Is there anything more innocuous than Japanese boy bands? Not when one of their members dresses like a Nazi S.S. officer, tortures himself, and then has a dance battle. With himself.
The actual video makes even less sense. Trust me.
For his solo single "Black or White", boy band singer Koki Tanaka, who is a member of the hugely popular boy band KAT-TUN, dresses up in full Nazi gear and carries out bizarre medical experiments. On his uniform, you can see the Third Reich Eagle and the Totenkopf skull below it. It's hard to make out whether the hat has a swastika below the eagle—ditto for his upper arm patch.
The uniform is pretty faithful to the actual S.S. uniform—minus the swastika armband.
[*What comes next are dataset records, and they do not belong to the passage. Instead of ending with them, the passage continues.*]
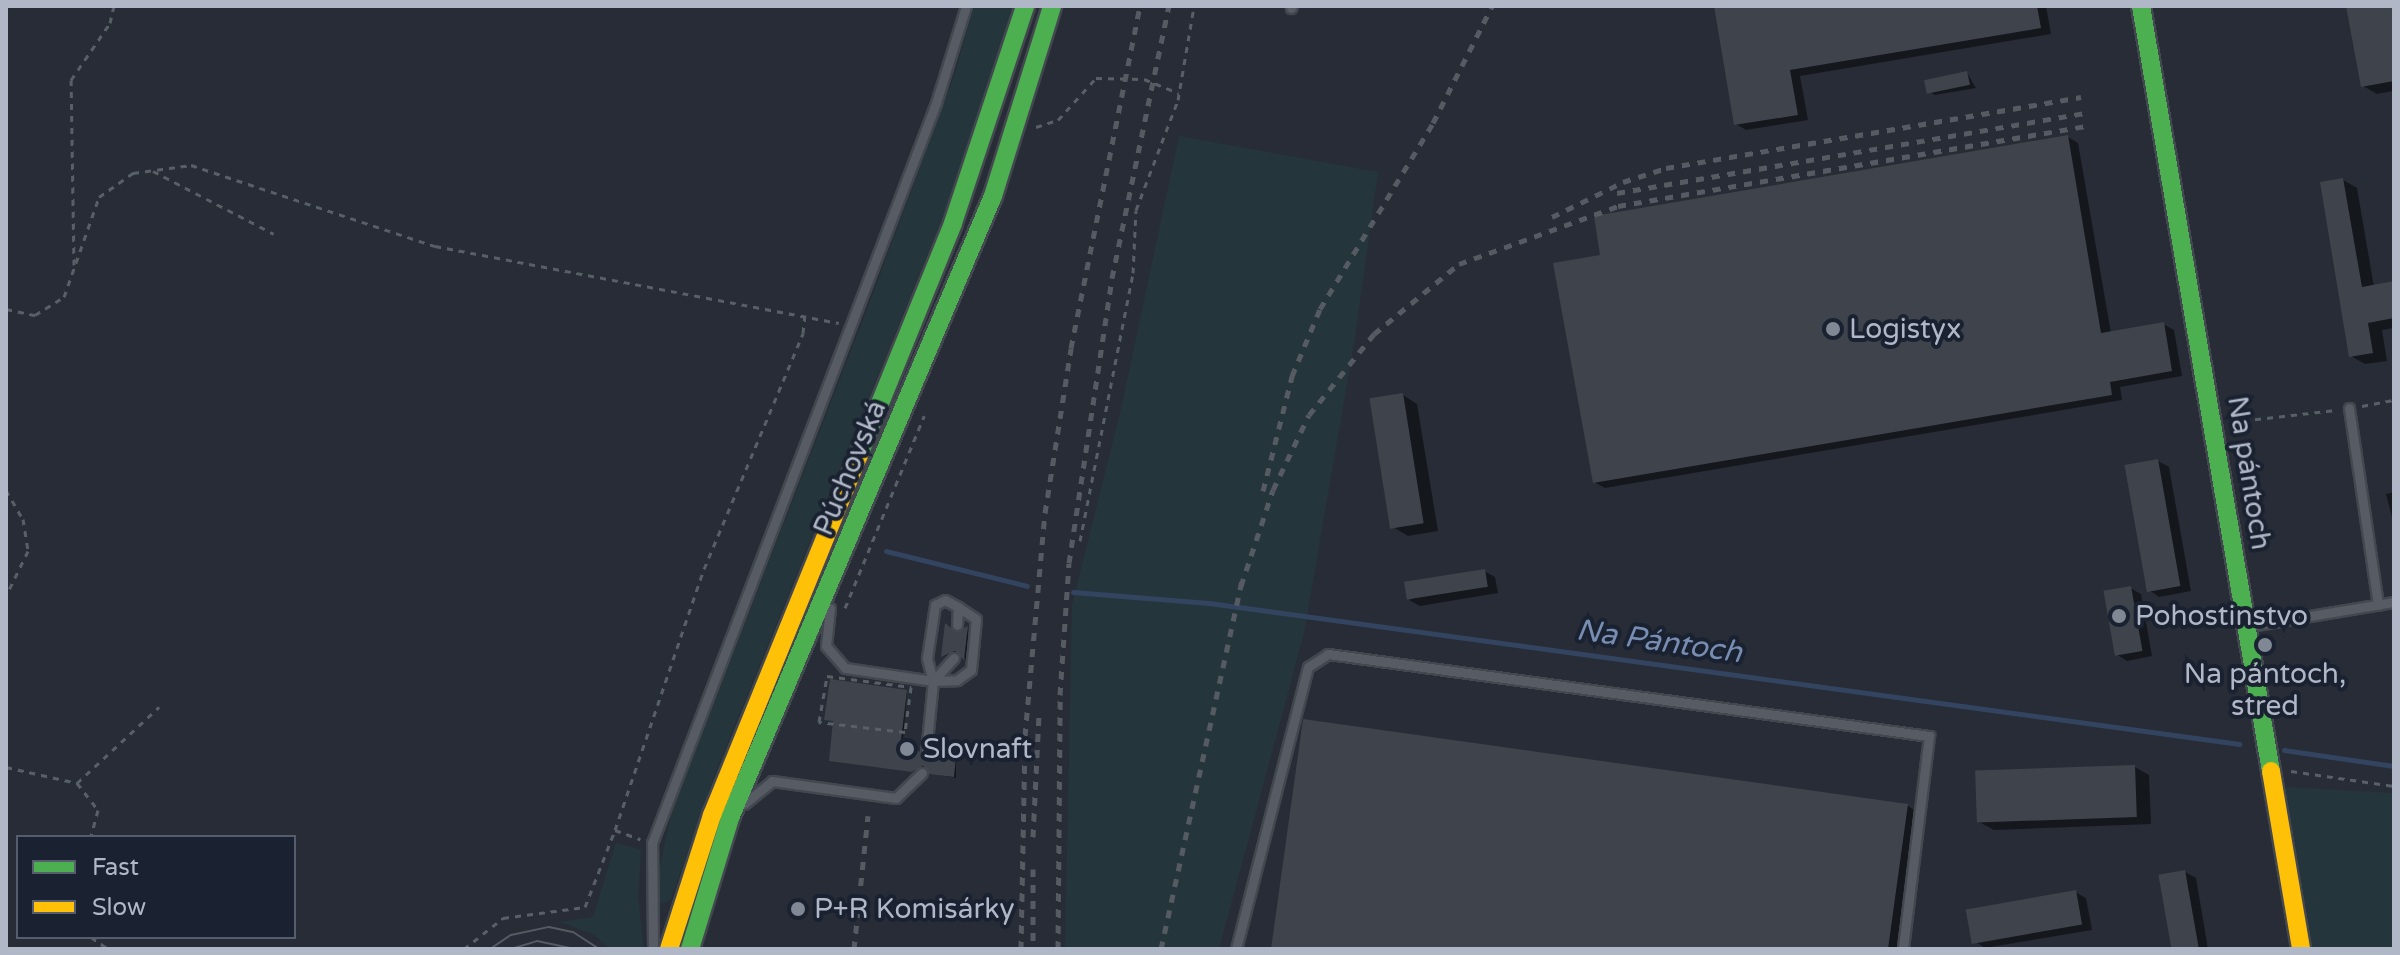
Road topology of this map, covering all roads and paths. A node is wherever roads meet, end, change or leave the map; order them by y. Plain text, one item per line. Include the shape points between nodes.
1 (114, 6) edge
2 (966, 6) edge
3 (1025, 6) edge
4 (1052, 6) edge
5 (1194, 6) edge
6 (2141, 6) edge
7 (1178, 93) junction
8 (1036, 127) dead end
9 (153, 171) junction
10 (274, 234) dead end
11 (74, 272) junction
12 (6, 309) edge
13 (805, 315) junction
14 (850, 325) junction
15 (2394, 400) edge
16 (2349, 408) junction
17 (2213, 424) junction
18 (6, 490) edge
19 (864, 506) junction
20 (1080, 541) dead end
21 (6, 596) edge
22 (2394, 602) edge
23 (2378, 605) junction
24 (958, 607) junction
25 (957, 625) dead end
26 (2246, 627) junction
27 (954, 658) dead end
28 (827, 676) joint
29 (933, 681) junction
30 (159, 707) dead end
31 (926, 752) dead end
32 (6, 767) edge
33 (922, 773) dead end
34 (2274, 778) junction
35 (77, 783) junction
36 (2394, 786) edge
37 (730, 818) junction
38 (615, 830) junction
39 (92, 835) edge
40 (652, 843) junction
41 (464, 949) edge
42 (653, 949) edge
43 (669, 949) edge
44 (690, 949) edge
45 (1236, 949) edge
46 (1903, 949) edge
47 (2301, 949) edge

1 - 11 path via 110,23 71,80
2 - 14 lane via 936,103
3 - 43 main road, Púchovská via 953,223 712,815
4 - 19 main road, Púchovská via 993,196
5 - 7 path
6 - 17 main road, Na pántoch
7 - 8 path via 1144,79 1096,78 1058,120
7 - 20 path via 1136,210 1133,273
9 - 10 path
9 - 11 path via 133,173 99,197 84,227
9 - 13 path via 191,165 435,246
11 - 12 path via 64,297 35,315
13 - 14 path
13 - 38 path via 803,333 704,569
14 - 40 lane
15 - 16 path
16 - 17 path
16 - 23 lane
17 - 26 main road, Na pántoch
18 - 21 path via 23,519 28,551
19 - 29 lane via 831,604 826,646 845,668
19 - 37 main road, Púchovská
22 - 23 lane
23 - 26 lane
24 - 25 lane
24 - 29 lane via 945,600 935,605 927,658
24 - 29 lane via 976,619 971,670 957,680
26 - 34 main road, Na pántoch
27 - 29 lane
28 - 28 path via 911,687 905,732 819,722
29 - 31 lane
30 - 35 path
32 - 35 path
33 - 37 lane via 896,798 772,781
34 - 36 path via 2288,770
34 - 47 main road, Na pántoch
35 - 39 path via 98,810
37 - 44 main road, Púchovská
38 - 40 path
38 - 41 path via 585,907 503,918
40 - 42 lane
45 - 46 lane via 1308,667 1328,654 1929,736

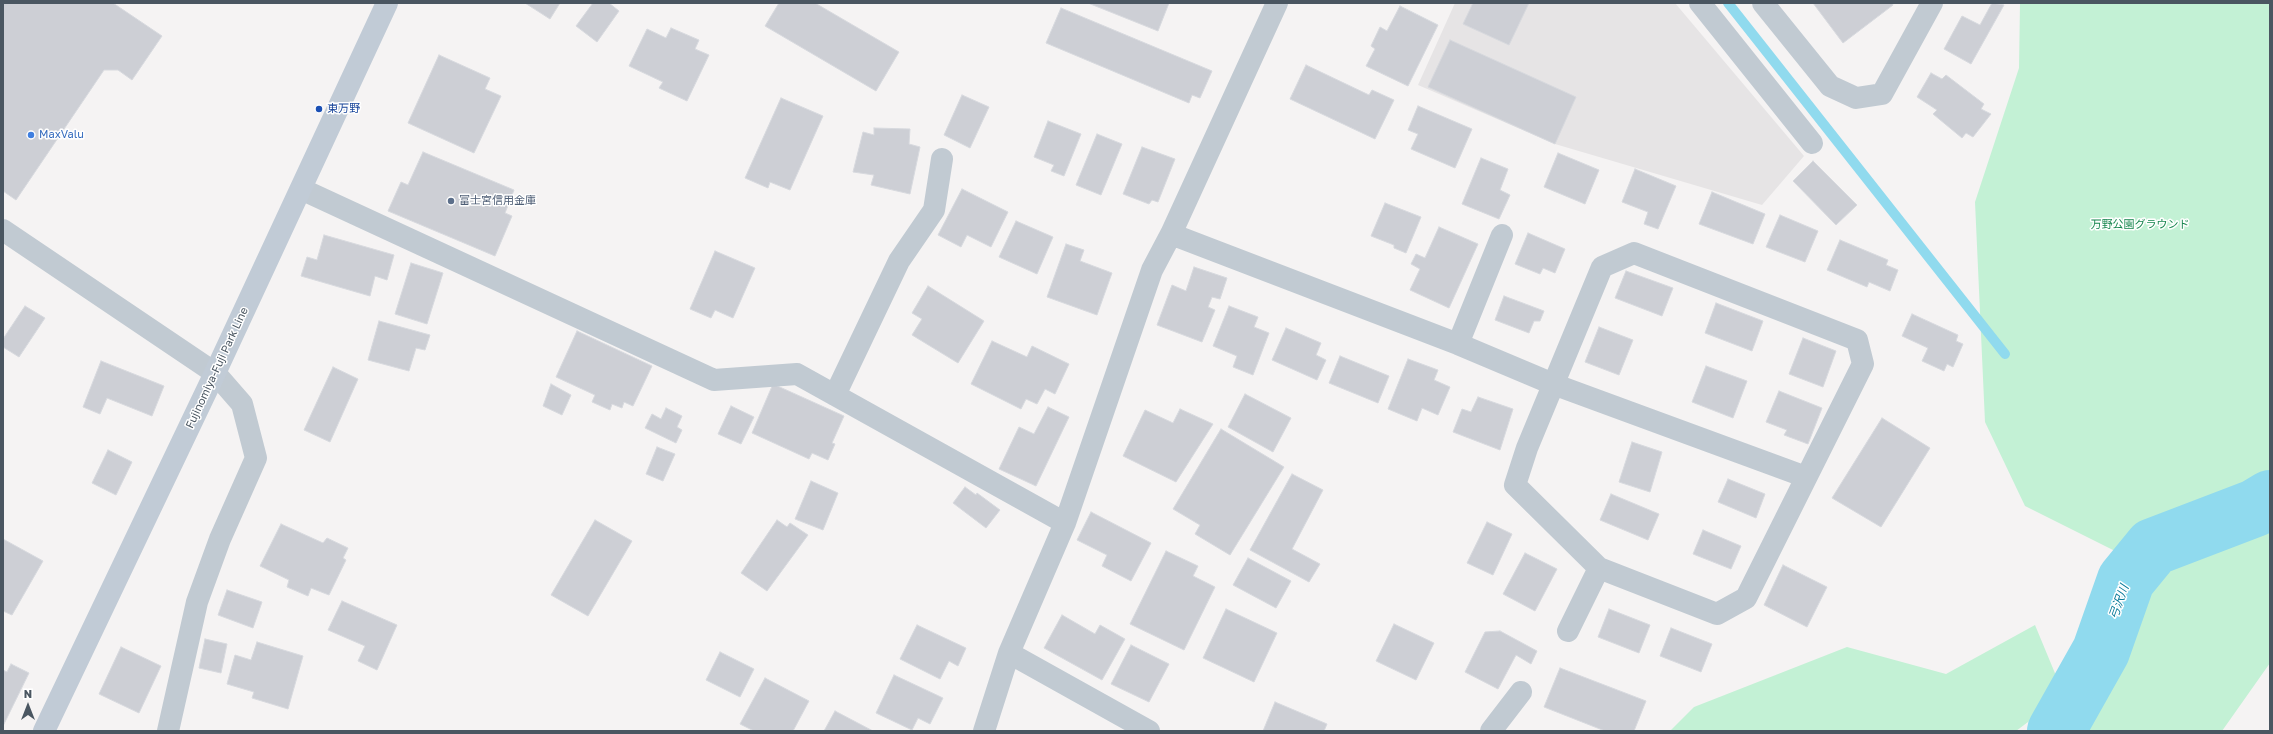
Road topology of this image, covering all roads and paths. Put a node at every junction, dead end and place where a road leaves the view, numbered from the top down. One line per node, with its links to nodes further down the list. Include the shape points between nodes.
1 (388, 3): 8 (main road, Fujinomiya-Fuji Park Line)
2 (1277, 3): 10 (street)
3 (1700, 3): 6 (street)
4 (1763, 3): 5 (street, via 1830,86 1856,98 1882,94)
5 (1932, 3)
6 (1812, 143)
7 (942, 159): 15 (street, via 934,210 899,261)
8 (301, 189): 13 (main road, Fujinomiya-Fuji Park Line); 15 (street, via 714,380 797,374)
9 (3, 230): 13 (street)
10 (1171, 234): 12 (street); 17 (street, via 1152,270)
11 (1502, 235): 12 (street)
12 (1458, 344): 14 (street)
13 (215, 373): 22 (main road, Fujinomiya-Fuji Park Line); 23 (street, via 242,404 256,458 220,539 197,602)
14 (1553, 384): 16 (street); 16 (street, via 1602,267 1634,252 1857,340 1862,364); 18 (street, via 1515,485)
15 (835, 395): 17 (street)
16 (1806, 478): 18 (street, via 1746,598 1718,614)
17 (1065, 523): 20 (street)
18 (1599, 568): 19 (street)
19 (1568, 631)
20 (1009, 653): 24 (street); 25 (street)
21 (1521, 692): 26 (street)
22 (44, 731)
23 (168, 731)
24 (984, 731)
25 (1149, 731)
26 (1491, 731)

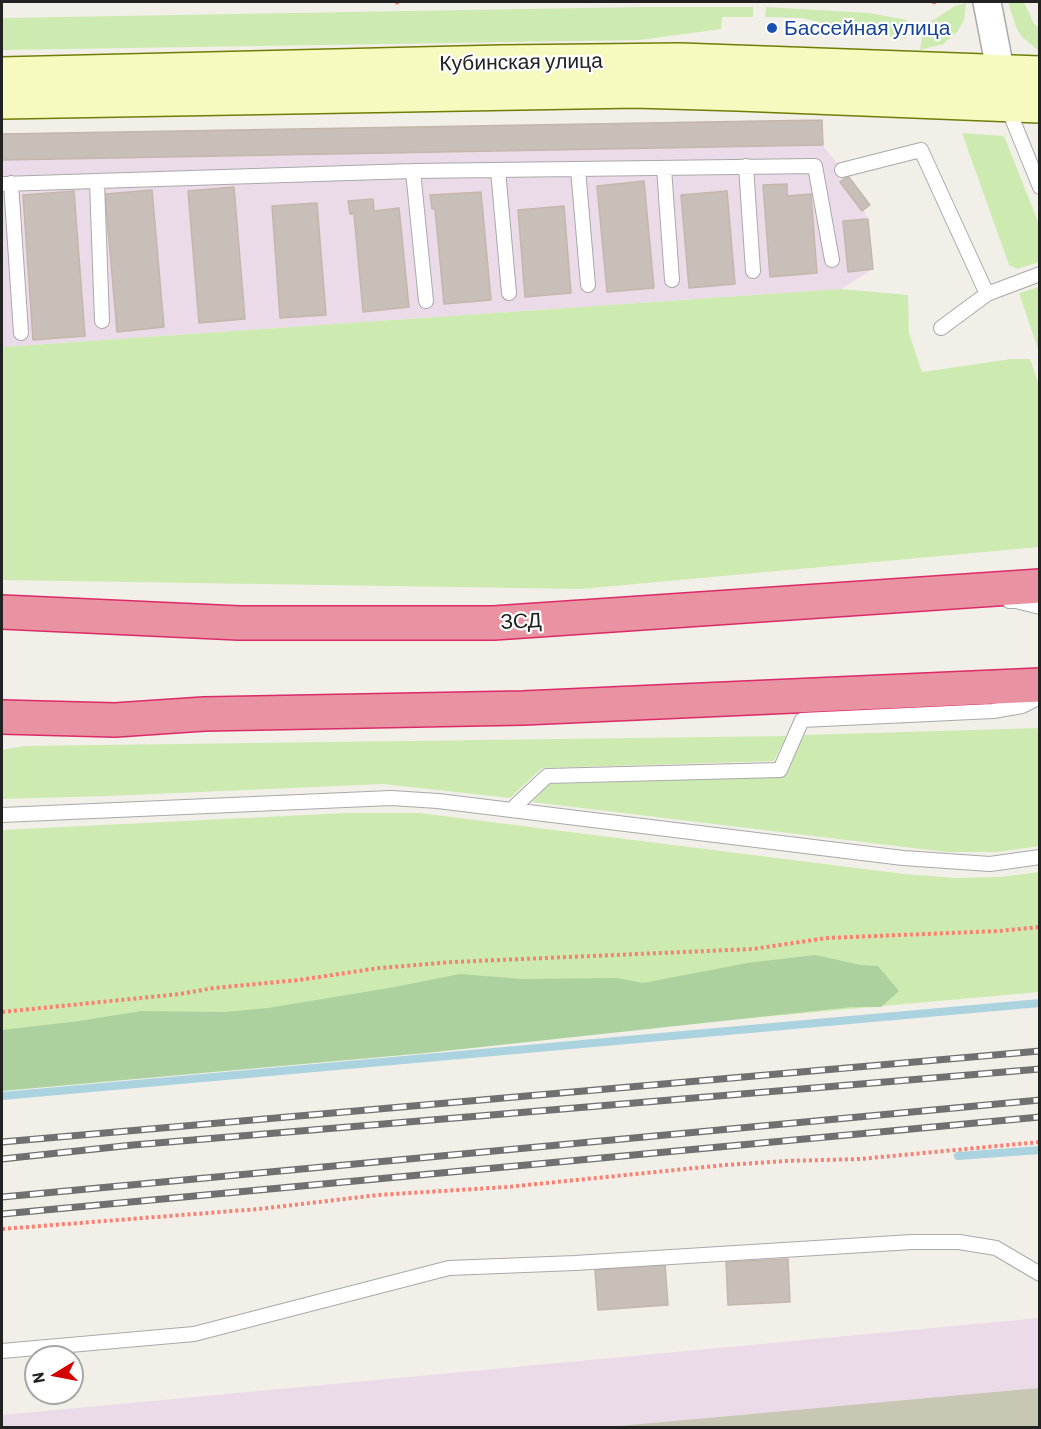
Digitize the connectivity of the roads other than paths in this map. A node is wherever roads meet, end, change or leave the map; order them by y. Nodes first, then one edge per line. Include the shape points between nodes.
1 (987, 2) edge
2 (1000, 72) junction
3 (1040, 73) edge
4 (2, 74) edge
5 (2, 102) edge
6 (1006, 106) junction
7 (1040, 106) edge
8 (746, 166) junction
9 (664, 168) junction
10 (578, 169) junction
11 (498, 170) junction
12 (842, 170) dead end
13 (413, 171) junction
14 (97, 182) junction
15 (6, 184) edge
16 (1040, 187) edge
17 (832, 260) dead end
18 (753, 271) dead end
19 (1040, 274) edge
20 (672, 280) dead end
21 (588, 285) dead end
22 (509, 293) dead end
23 (987, 294) junction
24 (426, 301) dead end
25 (102, 321) dead end
26 (941, 328) dead end
27 (21, 333) dead end
28 (1040, 586) edge
29 (949, 606) dead end
30 (1040, 607) edge
31 (2, 612) edge
32 (1040, 685) edge
33 (1040, 697) edge
34 (2, 717) edge
35 (511, 810) junction
36 (2, 814) edge
37 (1040, 858) edge
38 (1040, 1274) edge
39 (2, 1351) edge

1 - 2 street
2 - 3 main road, Кубинская улица
2 - 4 main road, Кубинская улица via 680,60
2 - 6 street
5 - 6 main road, Кубинская улица via 635,92
6 - 7 main road, Кубинская улица
6 - 16 lane
8 - 9 lane
8 - 17 lane via 815,166
8 - 18 lane
9 - 10 lane
9 - 20 lane
10 - 11 lane
10 - 21 lane
11 - 13 lane
11 - 22 lane
12 - 23 lane via 921,150
13 - 14 lane
13 - 24 lane
14 - 15 lane
14 - 25 lane
15 - 27 lane
19 - 23 lane
23 - 26 lane
28 - 31 highway, ЗСД via 494,623 239,623
29 - 30 lane via 1016,601
32 - 34 highway via 523,708 204,714 115,720
33 - 35 lane via 1022,706 993,711 802,720 780,770 547,776
35 - 36 lane via 391,798
35 - 37 lane via 903,858 990,864
38 - 39 lane via 996,1248 959,1242 449,1268 194,1334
It's not just the uniform that some find unsettling, but also the depiction of human experimentation.
The song is a B-side to an upcoming KAT-TUN single, and this video appears to have leaked online before getting its official debut.
The video does climax with a good versus evil dance battle. However, it's not clear if the point is to shock or if Tanaka (or whoever made his video) fully understands the weight of the imagery depicted.
Japan did fight with the Nazis during World War II, and some Japanese don't seem to be as educated about (or sensitive to, for that matter) what the Nazi uniform represents or the horrors it inflicted. What's more, the ambivalence to Nazi iconography could also be because a counterclockwise swastika, or manji as it's called in Japanese, is traditionally used in Japan on maps to denote Buddhist temples.
Thus, there are ads like this. It's also why Tanaka isn't the first Japanese popstar to get raised eyebrows over his Nazi get-up, even if good wins in the end.